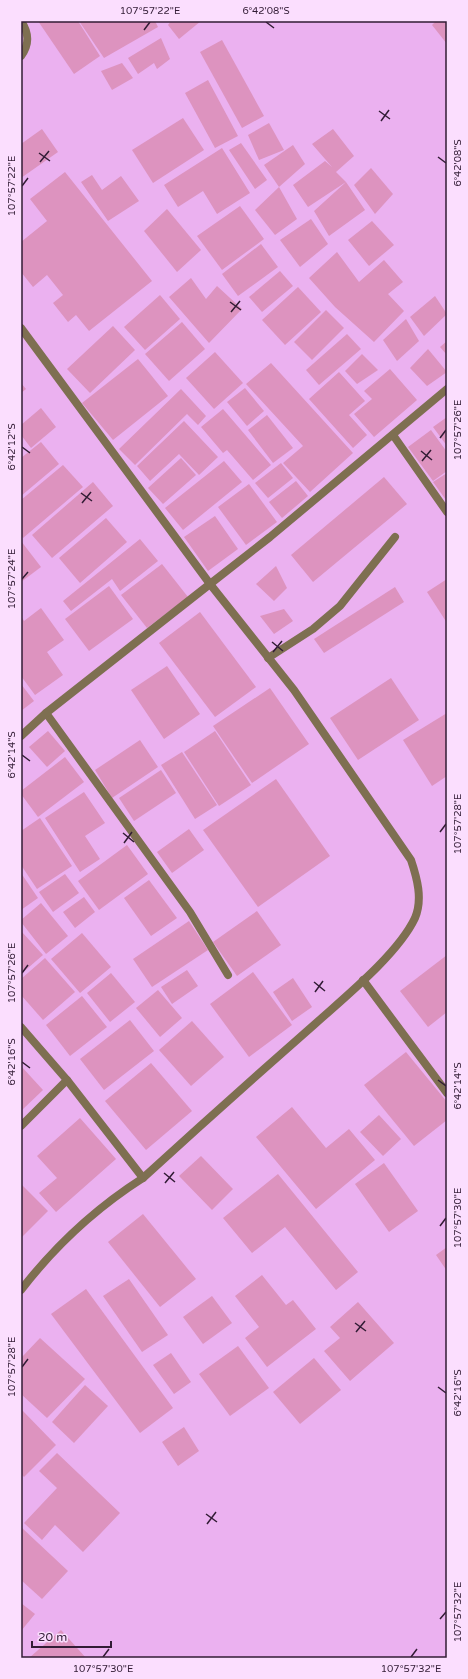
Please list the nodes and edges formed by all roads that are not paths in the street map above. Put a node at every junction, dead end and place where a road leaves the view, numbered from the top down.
1 (21, 21) edge
2 (21, 56) edge
3 (21, 328) edge
4 (447, 389) edge
5 (393, 435) junction
6 (447, 512) edge
7 (396, 538) dead end
8 (210, 584) junction
9 (268, 658) junction
10 (46, 714) junction
11 (21, 736) edge
12 (228, 975) dead end
13 (363, 980) junction
14 (21, 1027) edge
15 (67, 1080) junction
16 (447, 1093) edge
17 (21, 1126) edge
18 (143, 1178) junction
19 (21, 1289) edge

1 - 2 street
3 - 8 street
4 - 5 street
5 - 6 street
5 - 8 street
7 - 9 street
8 - 9 street
8 - 10 street
9 - 13 street
10 - 11 street
10 - 12 street
13 - 16 street
13 - 18 street
14 - 15 street
15 - 17 street
15 - 18 street
18 - 19 street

:::

__AIM OF THE TASK__:
Copy every line of the data exactly as written, excluding the pictures.

__TASK RESULT__:
Please list the nodes and edges formed by all roads that are not paths in the street map above. Put a node at every junction, dead end and place where a road leaves the view, numbered from the top down.
1 (21, 21) edge
2 (21, 56) edge
3 (21, 328) edge
4 (447, 389) edge
5 (393, 435) junction
6 (447, 512) edge
7 (396, 538) dead end
8 (210, 584) junction
9 (268, 658) junction
10 (46, 714) junction
11 (21, 736) edge
12 (228, 975) dead end
13 (363, 980) junction
14 (21, 1027) edge
15 (67, 1080) junction
16 (447, 1093) edge
17 (21, 1126) edge
18 (143, 1178) junction
19 (21, 1289) edge

1 - 2 street
3 - 8 street
4 - 5 street
5 - 6 street
5 - 8 street
7 - 9 street
8 - 9 street
8 - 10 street
9 - 13 street
10 - 11 street
10 - 12 street
13 - 16 street
13 - 18 street
14 - 15 street
15 - 17 street
15 - 18 street
18 - 19 street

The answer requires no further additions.